In a joint news conference Thursday, Bush and Jiang announced that they would increase high-level contacts between their governments, including a visit by Jiang to the United States in October. They also announced a visit in the near future to the U.S. by Chinese Vice President Hu Jintao, who is Jiang's heir apparent.

"The United States shares some interests with China but we also have some disagreements," Bush said at a news conference with Jiang. "We believe that we can discuss our differences with mutual understanding and respect."

In Jiang's words, given their different stages of development, it was "natural" for the two sides to disagree on some issues. But as long as the two sides "act in a spirit of mutual respect while shelving differences, we will be able to gradually narrow our differences."

How that will happen is not clear, but both sides seemed insistent on delivering a message to put aside some of the worries that hovered over the relationship before Sept 11, including the fear that the United States and China were on a military collision course.

That concern was especially strong early in the Bush administration's tenure after the president suggested during his candidacy that China was a "strategic competitor," and it grew stronger in the wake of the American military surveillance plane incident.

But the war on terrorism, which China has supported with the offer of intelligence assistance, has recalibrated the relationship, giving the two sides reason for optimism, or at least dialogue, as they acknowledge the depth of their differences over issues such as China's lack of religious freedom.
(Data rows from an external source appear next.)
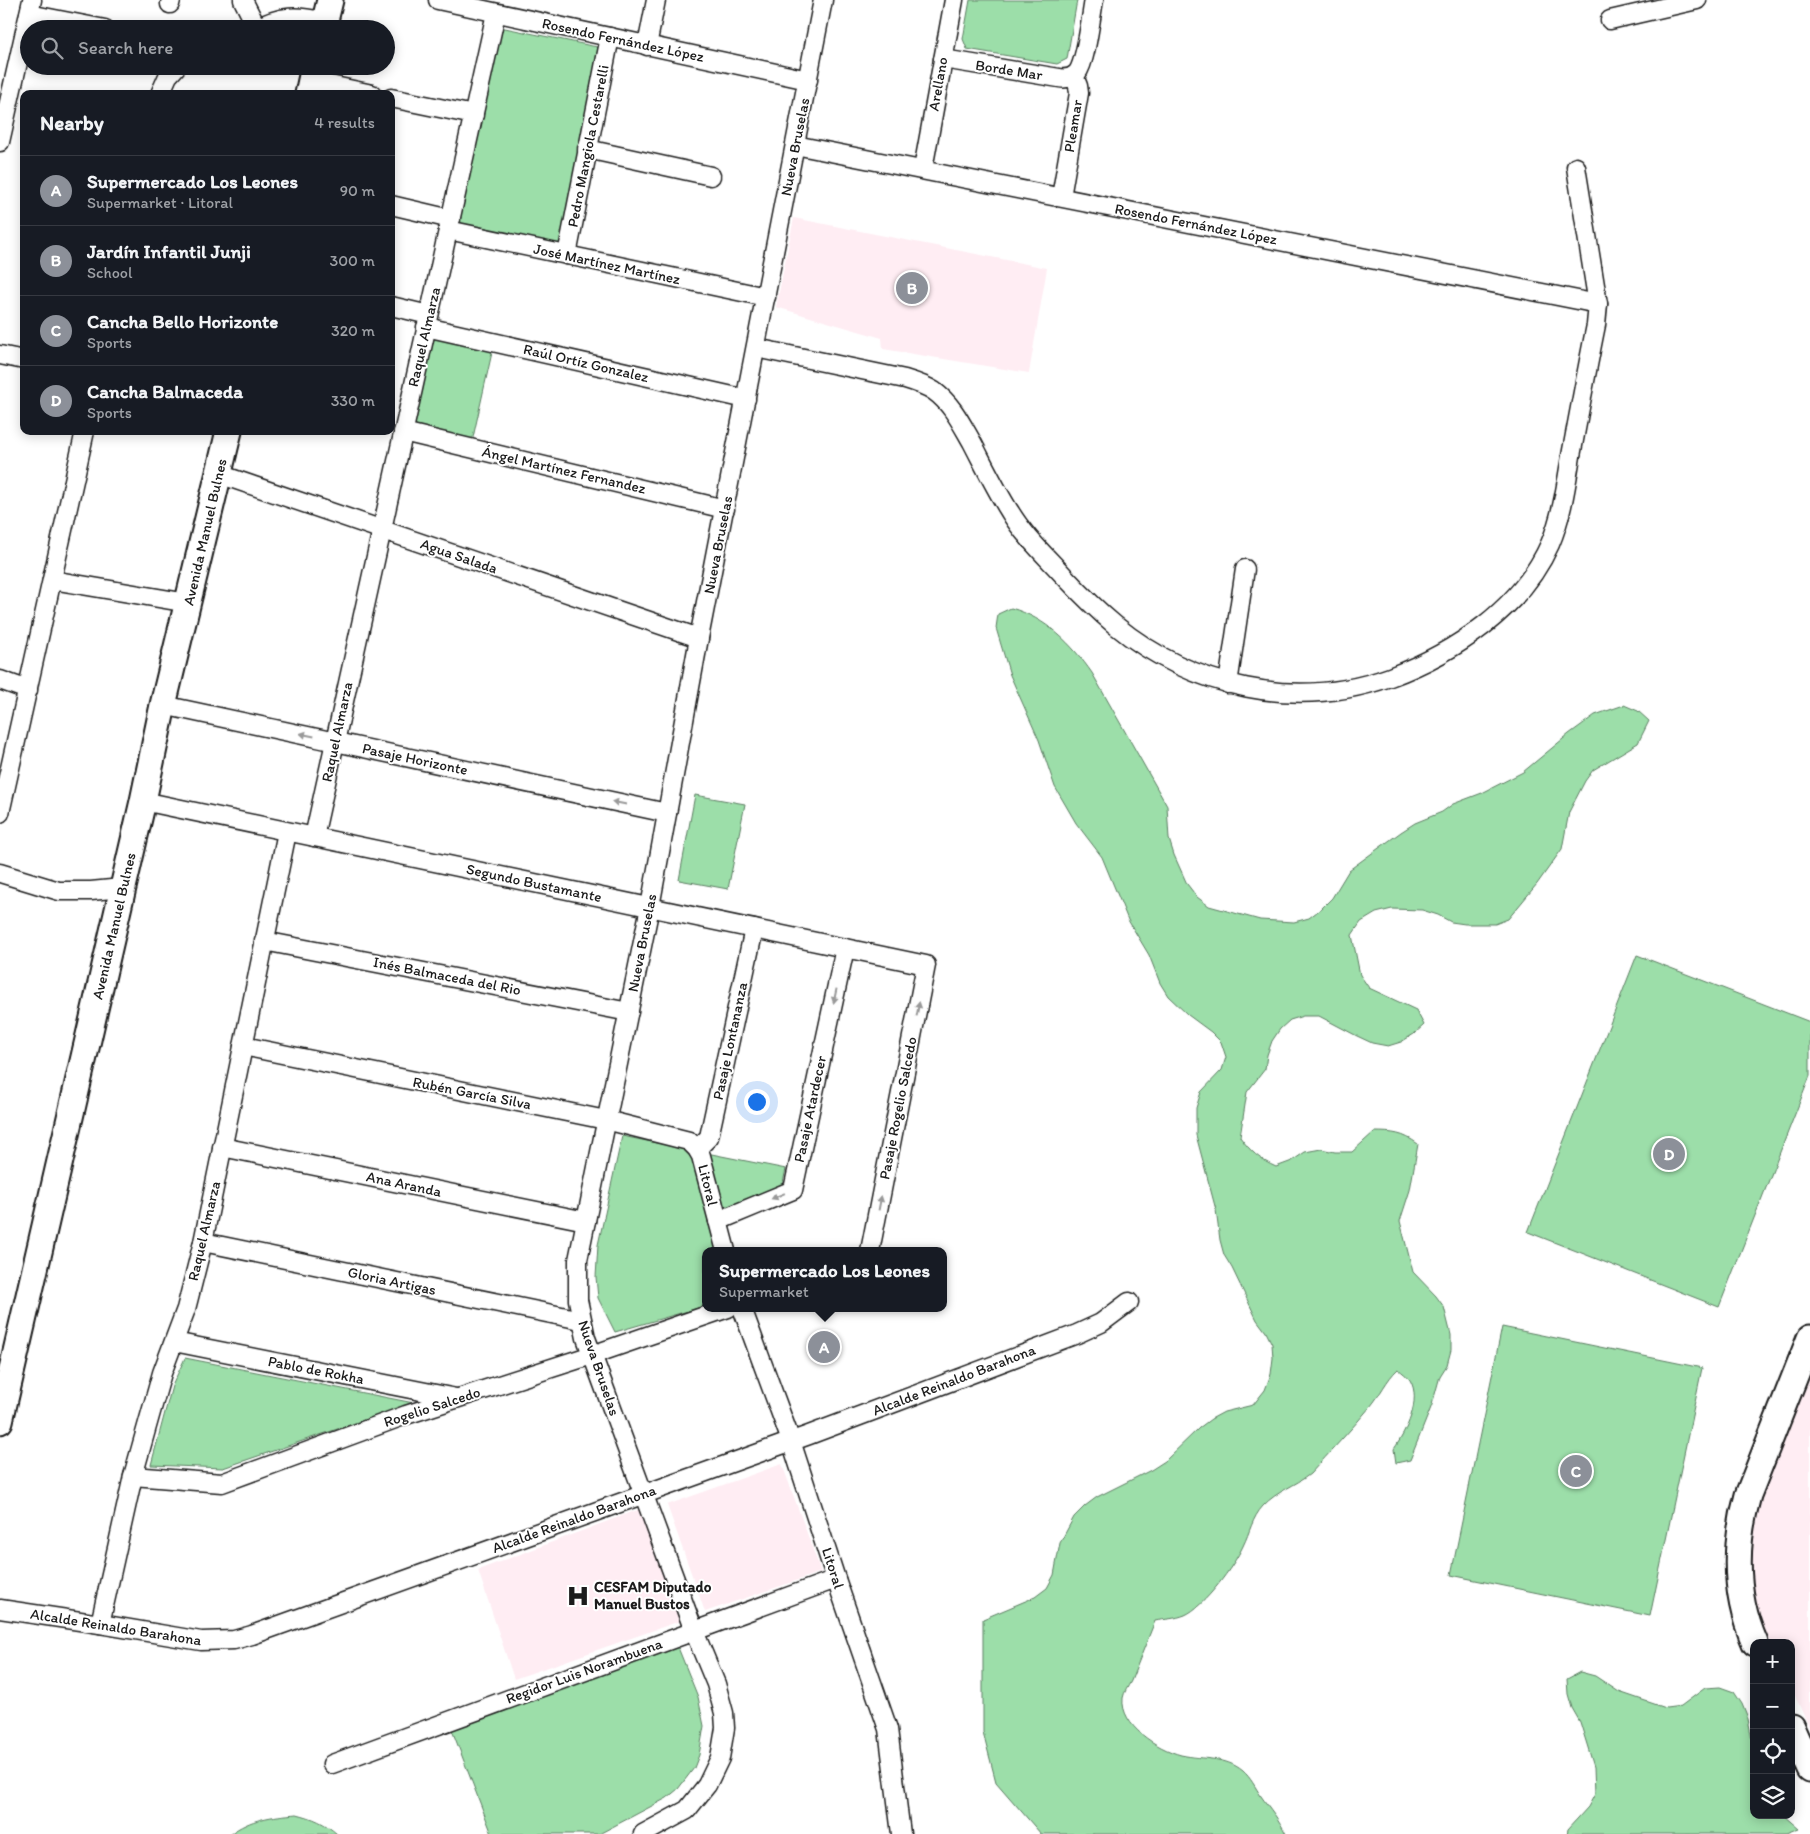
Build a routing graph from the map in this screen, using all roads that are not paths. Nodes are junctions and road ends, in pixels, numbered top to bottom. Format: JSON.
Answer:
{"nodes":[{"id":1,"x":243,"y":0,"type":"edge"},
{"id":2,"x":438,"y":0,"type":"edge"},
{"id":3,"x":656,"y":0,"type":"edge"},
{"id":4,"x":823,"y":0,"type":"edge"},
{"id":5,"x":954,"y":0,"type":"edge"},
{"id":6,"x":1094,"y":0,"type":"edge"},
{"id":7,"x":1697,"y":0,"type":"edge"},
{"id":8,"x":31,"y":7,"type":"edge"},
{"id":9,"x":496,"y":13,"type":"junction"},
{"id":10,"x":326,"y":17,"type":"edge"},
{"id":11,"x":26,"y":20,"type":"edge"},
{"id":12,"x":75,"y":20,"type":"edge"},
{"id":13,"x":252,"y":20,"type":"edge"},
{"id":14,"x":271,"y":20,"type":"edge"},
{"id":15,"x":1610,"y":20,"type":"dead end"},
{"id":16,"x":20,"y":36,"type":"edge"},
{"id":17,"x":610,"y":38,"type":"junction"},
{"id":18,"x":647,"y":46,"type":"junction"},
{"id":19,"x":943,"y":59,"type":"junction"},
{"id":20,"x":8,"y":67,"type":"edge"},
{"id":21,"x":169,"y":75,"type":"edge"},
{"id":22,"x":1074,"y":76,"type":"junction"},
{"id":23,"x":311,"y":80,"type":"edge"},
{"id":24,"x":808,"y":80,"type":"junction"},
{"id":25,"x":162,"y":90,"type":"edge"},
{"id":26,"x":355,"y":90,"type":"edge"},
{"id":27,"x":395,"y":99,"type":"edge"},
{"id":28,"x":474,"y":114,"type":"junction"},
{"id":29,"x":0,"y":142,"type":"edge"},
{"id":30,"x":795,"y":145,"type":"junction"},
{"id":31,"x":587,"y":148,"type":"junction"},
{"id":32,"x":1576,"y":167,"type":"dead end"},
{"id":33,"x":923,"y":169,"type":"junction"},
{"id":34,"x":711,"y":176,"type":"dead end"},
{"id":35,"x":1061,"y":197,"type":"junction"},
{"id":36,"x":395,"y":206,"type":"edge"},
{"id":37,"x":449,"y":224,"type":"junction"},
{"id":38,"x":567,"y":255,"type":"junction"},
{"id":39,"x":766,"y":297,"type":"junction"},
{"id":40,"x":1598,"y":304,"type":"junction"},
{"id":41,"x":395,"y":308,"type":"edge"},
{"id":42,"x":428,"y":321,"type":"junction"},
{"id":43,"x":756,"y":348,"type":"junction"},
{"id":44,"x":0,"y":355,"type":"edge"},
{"id":45,"x":20,"y":359,"type":"edge"},
{"id":46,"x":746,"y":399,"type":"junction"},
{"id":47,"x":400,"y":410,"type":"edge"},
{"id":48,"x":404,"y":432,"type":"junction"},
{"id":49,"x":84,"y":435,"type":"edge"},
{"id":50,"x":228,"y":435,"type":"edge"},
{"id":51,"x":219,"y":474,"type":"junction"},
{"id":52,"x":725,"y":509,"type":"junction"},
{"id":53,"x":382,"y":529,"type":"junction"},
{"id":54,"x":1245,"y":569,"type":"dead end"},
{"id":55,"x":52,"y":580,"type":"junction"},
{"id":56,"x":188,"y":603,"type":"junction"},
{"id":57,"x":700,"y":638,"type":"junction"},
{"id":58,"x":0,"y":680,"type":"edge"},
{"id":59,"x":1228,"y":684,"type":"junction"},
{"id":60,"x":28,"y":690,"type":"junction"},
{"id":61,"x":163,"y":705,"type":"junction"},
{"id":62,"x":335,"y":741,"type":"junction"},
{"id":63,"x":143,"y":801,"type":"junction"},
{"id":64,"x":0,"y":812,"type":"edge"},
{"id":65,"x":667,"y":813,"type":"junction"},
{"id":66,"x":287,"y":832,"type":"junction"},
{"id":67,"x":314,"y":837,"type":"junction"},
{"id":68,"x":0,"y":873,"type":"edge"},
{"id":69,"x":122,"y":888,"type":"junction"},
{"id":70,"x":650,"y":907,"type":"junction"},
{"id":71,"x":754,"y":929,"type":"junction"},
{"id":72,"x":264,"y":941,"type":"junction"},
{"id":73,"x":845,"y":948,"type":"junction"},
{"id":74,"x":926,"y":965,"type":"joint"},
{"id":75,"x":629,"y":1012,"type":"junction"},
{"id":76,"x":243,"y":1046,"type":"junction"},
{"id":77,"x":606,"y":1120,"type":"junction"},
{"id":78,"x":222,"y":1147,"type":"junction"},
{"id":79,"x":697,"y":1149,"type":"junction"},
{"id":80,"x":586,"y":1221,"type":"junction"},
{"id":81,"x":718,"y":1221,"type":"junction"},
{"id":82,"x":203,"y":1242,"type":"junction"},
{"id":83,"x":725,"y":1247,"type":"edge"},
{"id":84,"x":871,"y":1247,"type":"edge"},
{"id":85,"x":1129,"y":1302,"type":"dead end"},
{"id":86,"x":716,"y":1312,"type":"edge"},
{"id":87,"x":743,"y":1312,"type":"edge"},
{"id":88,"x":581,"y":1320,"type":"junction"},
{"id":89,"x":1810,"y":1338,"type":"edge"},
{"id":90,"x":174,"y":1342,"type":"junction"},
{"id":91,"x":592,"y":1355,"type":"junction"},
{"id":92,"x":458,"y":1399,"type":"junction"},
{"id":93,"x":0,"y":1421,"type":"edge"},
{"id":94,"x":791,"y":1441,"type":"junction"},
{"id":95,"x":133,"y":1476,"type":"junction"},
{"id":96,"x":644,"y":1493,"type":"junction"},
{"id":97,"x":836,"y":1579,"type":"junction"},
{"id":98,"x":0,"y":1609,"type":"edge"},
{"id":99,"x":100,"y":1624,"type":"junction"},
{"id":100,"x":694,"y":1631,"type":"junction"},
{"id":101,"x":1753,"y":1639,"type":"edge"},
{"id":102,"x":1792,"y":1729,"type":"edge"},
{"id":103,"x":332,"y":1764,"type":"dead end"},
{"id":104,"x":1810,"y":1770,"type":"edge"},
{"id":105,"x":643,"y":1834,"type":"edge"},
{"id":106,"x":901,"y":1834,"type":"edge"}],
"edges":[{"from":1,"to":13,"type":"street"},
{"from":2,"to":9,"type":"street","name":"Rosendo Fernández López"},
{"from":3,"to":18,"type":"street"},
{"from":4,"to":24,"type":"street","name":"Nueva Bruselas"},
{"from":5,"to":19,"type":"street","name":"Arellano"},
{"from":6,"to":22,"type":"street"},
{"from":7,"to":15,"type":"street"},
{"from":8,"to":11,"type":"street"},
{"from":8,"to":12,"type":"street"},
{"from":9,"to":17,"type":"street","name":"Rosendo Fernández López"},
{"from":9,"to":28,"type":"street","name":"Raquel Almarza"},
{"from":10,"to":14,"type":"street"},
{"from":16,"to":20,"type":"street"},
{"from":17,"to":18,"type":"street","name":"Rosendo Fernández López"},
{"from":17,"to":31,"type":"street","name":"Pedro Mangiola Cestarelli"},
{"from":18,"to":24,"type":"street","name":"Rosendo Fernández López"},
{"from":19,"to":22,"type":"street","name":"Borde Mar"},
{"from":19,"to":33,"type":"street","name":"Arellano"},
{"from":20,"to":29,"type":"street"},
{"from":21,"to":25,"type":"street"},
{"from":22,"to":35,"type":"street","name":"Pleamar"},
{"from":23,"to":26,"type":"street"},
{"from":24,"to":30,"type":"street","name":"Nueva Bruselas"},
{"from":27,"to":28,"type":"street"},
{"from":28,"to":37,"type":"street","name":"Raquel Almarza"},
{"from":30,"to":33,"type":"street","name":"Rosendo Fernández López"},
{"from":30,"to":39,"type":"street","name":"Nueva Bruselas"},
{"from":31,"to":34,"type":"street"},
{"from":31,"to":38,"type":"street","name":"Pedro Mangiola Cestarelli"},
{"from":32,"to":40,"type":"street"},
{"from":33,"to":35,"type":"street","name":"Rosendo Fernández López"},
{"from":35,"to":40,"type":"street","name":"Rosendo Fernández López"},
{"from":36,"to":37,"type":"street","name":"José Martínez Martínez"},
{"from":37,"to":38,"type":"street","name":"José Martínez Martínez"},
{"from":37,"to":42,"type":"street","name":"Raquel Almarza"},
{"from":38,"to":39,"type":"street","name":"José Martínez Martínez"},
{"from":39,"to":43,"type":"street","name":"Nueva Bruselas"},
{"from":40,"to":59,"type":"street"},
{"from":41,"to":42,"type":"street","name":"Raúl Ortíz Gonzalez"},
{"from":42,"to":46,"type":"street","name":"Raúl Ortíz Gonzalez"},
{"from":42,"to":47,"type":"street","name":"Raquel Almarza"},
{"from":43,"to":46,"type":"street","name":"Nueva Bruselas"},
{"from":43,"to":59,"type":"street"},
{"from":44,"to":45,"type":"street"},
{"from":46,"to":52,"type":"street","name":"Nueva Bruselas"},
{"from":47,"to":48,"type":"street","name":"Raquel Almarza"},
{"from":48,"to":52,"type":"street","name":"Ángel Martínez Fernandez"},
{"from":48,"to":53,"type":"street","name":"Raquel Almarza"},
{"from":49,"to":55,"type":"street"},
{"from":50,"to":51,"type":"street","name":"Avenida Manuel Bulnes"},
{"from":51,"to":53,"type":"street","name":"Agua Salada"},
{"from":51,"to":56,"type":"street","name":"Avenida Manuel Bulnes"},
{"from":52,"to":57,"type":"street","name":"Nueva Bruselas"},
{"from":53,"to":57,"type":"street","name":"Agua Salada"},
{"from":53,"to":62,"type":"street","name":"Raquel Almarza"},
{"from":54,"to":59,"type":"street"},
{"from":55,"to":56,"type":"street"},
{"from":55,"to":60,"type":"street"},
{"from":56,"to":61,"type":"street","name":"Avenida Manuel Bulnes"},
{"from":57,"to":65,"type":"street","name":"Nueva Bruselas"},
{"from":58,"to":60,"type":"street"},
{"from":60,"to":64,"type":"street"},
{"from":62,"to":61,"type":"street","name":"Pasaje Horizonte","one_way":true},
{"from":61,"to":63,"type":"street","name":"Avenida Manuel Bulnes"},
{"from":65,"to":62,"type":"street","name":"Pasaje Horizonte","one_way":true},
{"from":62,"to":67,"type":"street","name":"Raquel Almarza"},
{"from":63,"to":66,"type":"street","name":"Segundo Bustamante"},
{"from":63,"to":69,"type":"street","name":"Avenida Manuel Bulnes"},
{"from":65,"to":70,"type":"street","name":"Nueva Bruselas"},
{"from":66,"to":67,"type":"street","name":"Segundo Bustamante"},
{"from":66,"to":72,"type":"street","name":"Raquel Almarza"},
{"from":67,"to":70,"type":"street","name":"Segundo Bustamante"},
{"from":68,"to":69,"type":"street"},
{"from":69,"to":93,"type":"street","name":"Avenida Manuel Bulnes"},
{"from":70,"to":71,"type":"street","name":"Segundo Bustamante"},
{"from":70,"to":75,"type":"street","name":"Nueva Bruselas"},
{"from":71,"to":73,"type":"street","name":"Segundo Bustamante"},
{"from":71,"to":79,"type":"street","name":"Pasaje Lontananza"},
{"from":72,"to":75,"type":"street","name":"Inés Balmaceda del Rio"},
{"from":72,"to":76,"type":"street","name":"Raquel Almarza"},
{"from":73,"to":74,"type":"street","name":"Segundo Bustamante"},
{"from":73,"to":81,"type":"street","name":"Pasaje Atardecer","one_way":true},
{"from":84,"to":74,"type":"street","name":"Pasaje Rogelio Salcedo","one_way":true},
{"from":75,"to":77,"type":"street","name":"Nueva Bruselas"},
{"from":76,"to":77,"type":"street","name":"Rubén García Silva"},
{"from":76,"to":78,"type":"street","name":"Raquel Almarza"},
{"from":77,"to":79,"type":"street","name":"Rubén García Silva"},
{"from":77,"to":80,"type":"street","name":"Nueva Bruselas"},
{"from":78,"to":80,"type":"street","name":"Ana Aranda"},
{"from":78,"to":82,"type":"street","name":"Raquel Almarza"},
{"from":79,"to":81,"type":"street","name":"Litoral"},
{"from":80,"to":88,"type":"street","name":"Nueva Bruselas"},
{"from":81,"to":83,"type":"street","name":"Litoral"},
{"from":82,"to":88,"type":"street","name":"Gloria Artigas"},
{"from":82,"to":90,"type":"street","name":"Raquel Almarza"},
{"from":85,"to":94,"type":"street","name":"Alcalde Reinaldo Barahona"},
{"from":86,"to":91,"type":"street","name":"Rogelio Salcedo"},
{"from":87,"to":94,"type":"street","name":"Litoral"},
{"from":88,"to":91,"type":"street","name":"Nueva Bruselas"},
{"from":89,"to":101,"type":"street"},
{"from":90,"to":92,"type":"street","name":"Pablo de Rokha"},
{"from":90,"to":95,"type":"street","name":"Raquel Almarza"},
{"from":91,"to":92,"type":"street","name":"Rogelio Salcedo"},
{"from":91,"to":96,"type":"street","name":"Nueva Bruselas"},
{"from":92,"to":95,"type":"street","name":"Rogelio Salcedo"},
{"from":94,"to":96,"type":"street","name":"Alcalde Reinaldo Barahona"},
{"from":94,"to":97,"type":"street","name":"Litoral"},
{"from":95,"to":99,"type":"street","name":"Raquel Almarza"},
{"from":96,"to":99,"type":"street","name":"Alcalde Reinaldo Barahona"},
{"from":96,"to":100,"type":"street","name":"Nueva Bruselas"},
{"from":97,"to":100,"type":"street","name":"Regidor Luis Norambuena"},
{"from":97,"to":106,"type":"street","name":"Litoral"},
{"from":98,"to":99,"type":"street","name":"Alcalde Reinaldo Barahona"},
{"from":100,"to":103,"type":"street","name":"Regidor Luis Norambuena"},
{"from":100,"to":105,"type":"street","name":"Nueva Bruselas"},
{"from":102,"to":104,"type":"street"}]}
The reality is that those differences - over human rights, Taiwan, the American plans for a missile defense shield and, more broadly, the role of an emergent China in Asia - all remain. But they are offset in part by the strong trade and investment relationship between the two countries - including China's accession to the World Trade Organization - and now there is some political goodwill involved as well.

Bush and Jiang talked candidly about religious freedom, though there was no sign that China immediately planned to release Christians in detention, including about 50 Roman Catholic bishops.

As Jiang listened, Bush said, "China's future is for the Chinese people to decide. Yet no nation is exempt from the demands of human dignity. All the world's people, including the people of China, should be free to choose how they live, how they worship and how they work."

Jiang, answering a question about the subject from American reporters, said that China's constitution guarantees freedom of religion, and if Christians were in jail it was because they had violated laws, not because of their beliefs.

"Whatever religion people believe in, they have to abide by the law," Jiang said, using the communist government's logic that Christians who don't belong to the state-run church - a requirement for believers - can face arrest.

But in what was a rare public discussion for a Chinese leader, Jiang seemed to suggest that he has nothing against religion, saying that while he is an atheist, he still has an interest in religion.

"I've read the Bible. I've also read the Koran, as well as the scriptures of Buddhism," Jiang said. "I don't have religious faith. Yet this does not prevent me from having an interest in religion."